The U.N. Children’s Fund (UNICEF) reports that more than 80,000 children are among 330,000 Congolese migrants expelled by the Angolan government since the start of October. The migrants were sent to the Democratic Republic of Congo’s volatile Kasai Province, where ethnic tensions triggered a brutal conflict in 2016.
According to UNICEF, the migrant children, many of whom lived most of their lives in Angola, are dealing with dire conditions. Thousands of them are walking long distances in bad weather with little to eat or drink, and are exposed to violence.
UNICEF spokesman Christophe Boulierac said there is a rising fear of disease, and that the agency is very worried about the health of the children and their families.
“There was a very, very serious crisis of malnutrition in Kasai and these children are coming in a very bad situation, very bad conditions from Angola,” he told VOA. “Some of them are suffering from hypoglycemia. And, there might be an increase of malnutrition, acute malnutrition, which makes a child more vulnerable to all kinds of disease.”
Boulierac said cholera, measles, and malaria are of particular concern and measures are being taken to try to prevent the spread of these illnesses. He said UNICEF is installing chlorination points, hand washing stations, and emergency latrines.
He said efforts are also underway to reunite children separated from their families and to provide those who are traumatized by their experience with psycho-social counseling.
The Congolese migrants, forcibly expelled by Angola, had been working in the country’s informal mining sector.

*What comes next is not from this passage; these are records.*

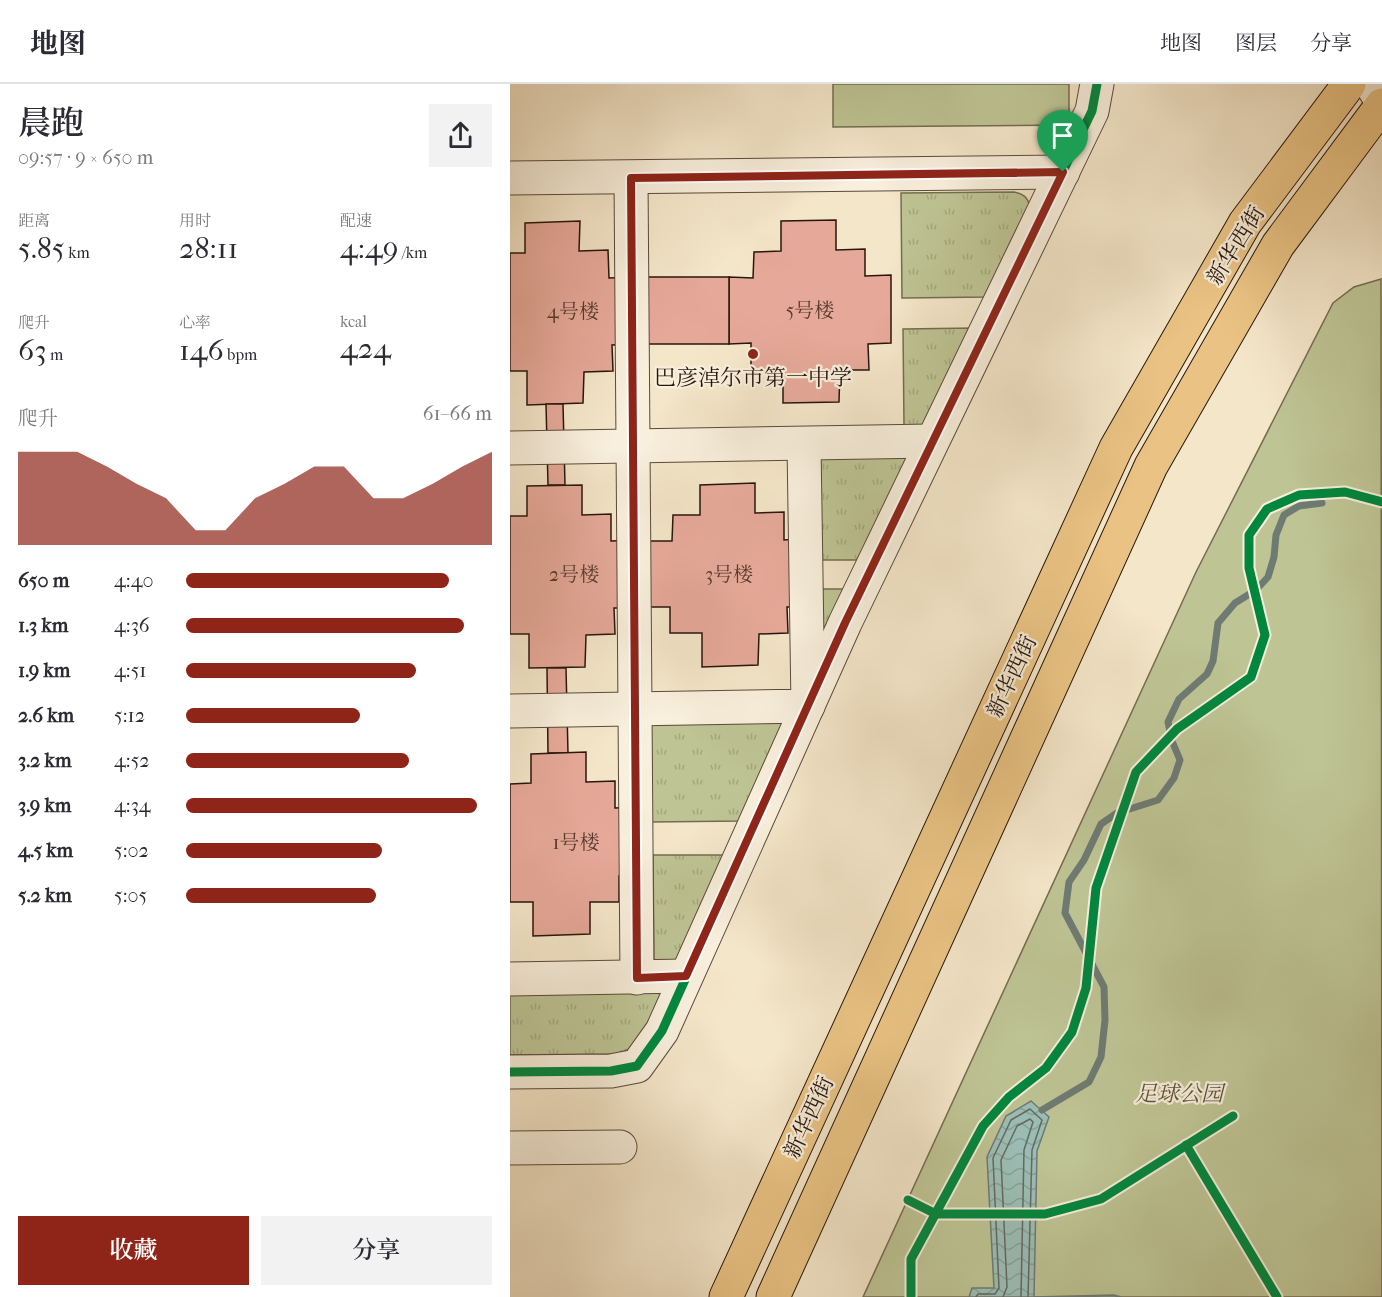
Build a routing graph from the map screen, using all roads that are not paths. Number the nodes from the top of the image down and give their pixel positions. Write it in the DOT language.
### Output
graph roads {
  1 [pos="1096,84"];
  2 [pos="1349,84"];
  3 [pos="1371,84"];
  4 [pos="1382,104"];
  5 [pos="1063,172"];
  6 [pos="510,178"];
  7 [pos="631,178"];
  8 [pos="932,441"];
  9 [pos="804,445"];
  10 [pos="633,447"];
  11 [pos="510,448"];
  12 [pos="808,706"];
  13 [pos="635,709"];
  14 [pos="510,711"];
  15 [pos="686,976"];
  16 [pos="637,978"];
  17 [pos="510,979"];
  18 [pos="510,1072"];
  19 [pos="620,1146"];
  20 [pos="510,1148"];
  21 [pos="726,1297"];
  22 [pos="773,1297"];
  1 -- 5 [label="street"];
  2 -- 21 [label="main road, 新华西街"];
  3 -- 4 [label="street"];
  4 -- 22 [label="main road, 新华西街"];
  5 -- 7 [label="street"];
  5 -- 8 [label="street"];
  6 -- 7 [label="street"];
  7 -- 10 [label="street"];
  8 -- 9 [label="street"];
  8 -- 12 [label="street"];
  9 -- 10 [label="street"];
  9 -- 12 [label="street"];
  10 -- 11 [label="street"];
  10 -- 13 [label="street"];
  12 -- 13 [label="street"];
  12 -- 15 [label="street"];
  13 -- 14 [label="street"];
  13 -- 16 [label="street"];
  15 -- 16 [label="street"];
  15 -- 18 [label="street"];
  16 -- 17 [label="street"];
  19 -- 20 [label="street"];
}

UNICEF reports children as young as 13 and 14 were part of the illegal work force.
Angola’s government has reportedly cracked down on the activity with the aim of reducing diamond smuggling and making the mining industry more transparent. But it has also denied allegations of mass expulsions and brutality, maintaining the migrants returned home voluntarily.
The U.N. human rights chief, Michelle Bachelet, called the mass movement an expulsion. She said the influx of migrants could trigger a renewal of inter-ethnic violence in Kasai Province.